• _Problem requirements_
Keep every word of the entries and print them exactly; the pictures stay out.

• _Records shown_
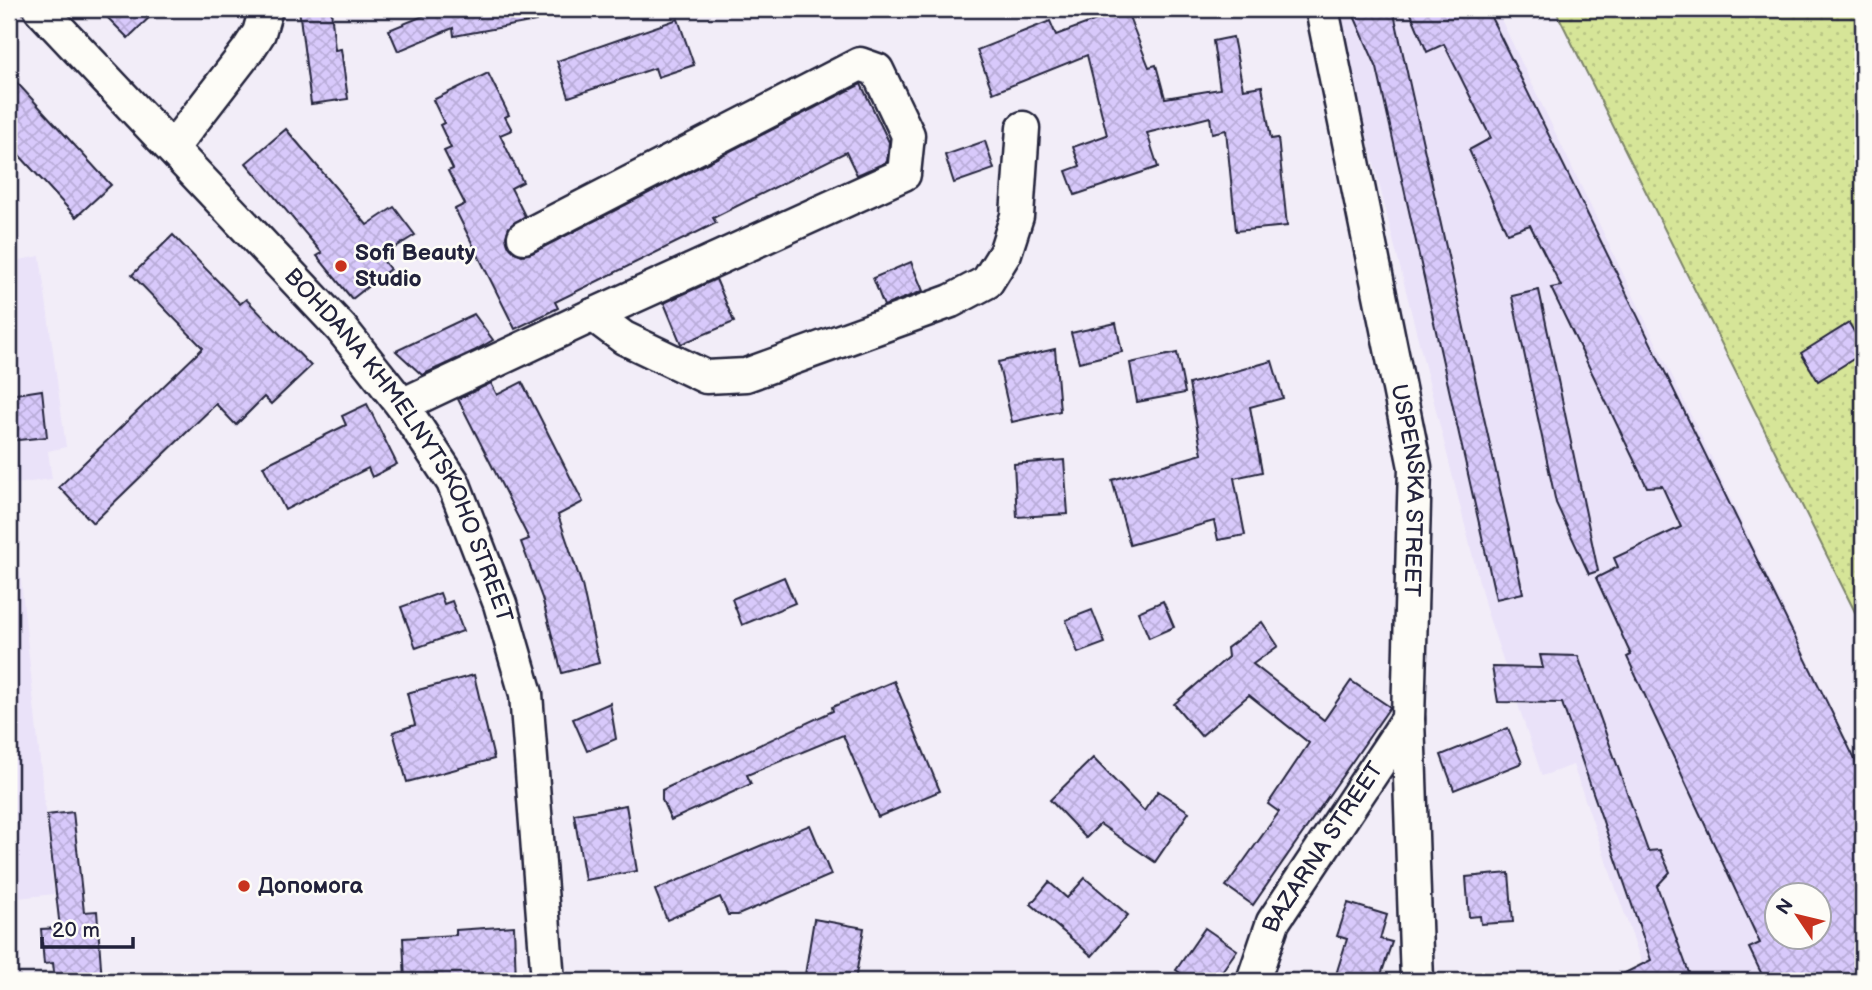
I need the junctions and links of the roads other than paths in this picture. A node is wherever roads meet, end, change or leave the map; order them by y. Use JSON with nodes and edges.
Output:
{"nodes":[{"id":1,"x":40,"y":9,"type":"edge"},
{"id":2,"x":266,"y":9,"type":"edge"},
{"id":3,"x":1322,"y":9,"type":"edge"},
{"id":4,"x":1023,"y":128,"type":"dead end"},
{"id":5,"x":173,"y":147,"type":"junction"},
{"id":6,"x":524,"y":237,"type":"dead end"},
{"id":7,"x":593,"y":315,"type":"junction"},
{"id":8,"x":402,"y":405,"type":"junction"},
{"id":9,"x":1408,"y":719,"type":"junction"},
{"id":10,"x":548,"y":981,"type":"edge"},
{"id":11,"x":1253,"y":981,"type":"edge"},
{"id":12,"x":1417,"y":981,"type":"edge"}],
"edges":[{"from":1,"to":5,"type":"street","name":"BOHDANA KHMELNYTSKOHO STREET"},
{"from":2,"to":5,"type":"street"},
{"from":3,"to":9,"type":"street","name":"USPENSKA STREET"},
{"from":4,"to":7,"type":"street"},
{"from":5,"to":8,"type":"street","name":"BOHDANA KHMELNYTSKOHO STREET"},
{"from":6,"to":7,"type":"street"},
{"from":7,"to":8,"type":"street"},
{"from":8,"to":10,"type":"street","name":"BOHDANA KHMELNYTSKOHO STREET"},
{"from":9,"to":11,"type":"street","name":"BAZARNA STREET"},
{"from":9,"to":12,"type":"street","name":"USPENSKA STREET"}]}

• _Result for this task_
I need the junctions and links of the roads other than paths in this picture. A node is wherever roads meet, end, change or leave the map; order them by y. Use JSON with nodes and edges.
Output:
{"nodes":[{"id":1,"x":40,"y":9,"type":"edge"},
{"id":2,"x":266,"y":9,"type":"edge"},
{"id":3,"x":1322,"y":9,"type":"edge"},
{"id":4,"x":1023,"y":128,"type":"dead end"},
{"id":5,"x":173,"y":147,"type":"junction"},
{"id":6,"x":524,"y":237,"type":"dead end"},
{"id":7,"x":593,"y":315,"type":"junction"},
{"id":8,"x":402,"y":405,"type":"junction"},
{"id":9,"x":1408,"y":719,"type":"junction"},
{"id":10,"x":548,"y":981,"type":"edge"},
{"id":11,"x":1253,"y":981,"type":"edge"},
{"id":12,"x":1417,"y":981,"type":"edge"}],
"edges":[{"from":1,"to":5,"type":"street","name":"BOHDANA KHMELNYTSKOHO STREET"},
{"from":2,"to":5,"type":"street"},
{"from":3,"to":9,"type":"street","name":"USPENSKA STREET"},
{"from":4,"to":7,"type":"street"},
{"from":5,"to":8,"type":"street","name":"BOHDANA KHMELNYTSKOHO STREET"},
{"from":6,"to":7,"type":"street"},
{"from":7,"to":8,"type":"street"},
{"from":8,"to":10,"type":"street","name":"BOHDANA KHMELNYTSKOHO STREET"},
{"from":9,"to":11,"type":"street","name":"BAZARNA STREET"},
{"from":9,"to":12,"type":"street","name":"USPENSKA STREET"}]}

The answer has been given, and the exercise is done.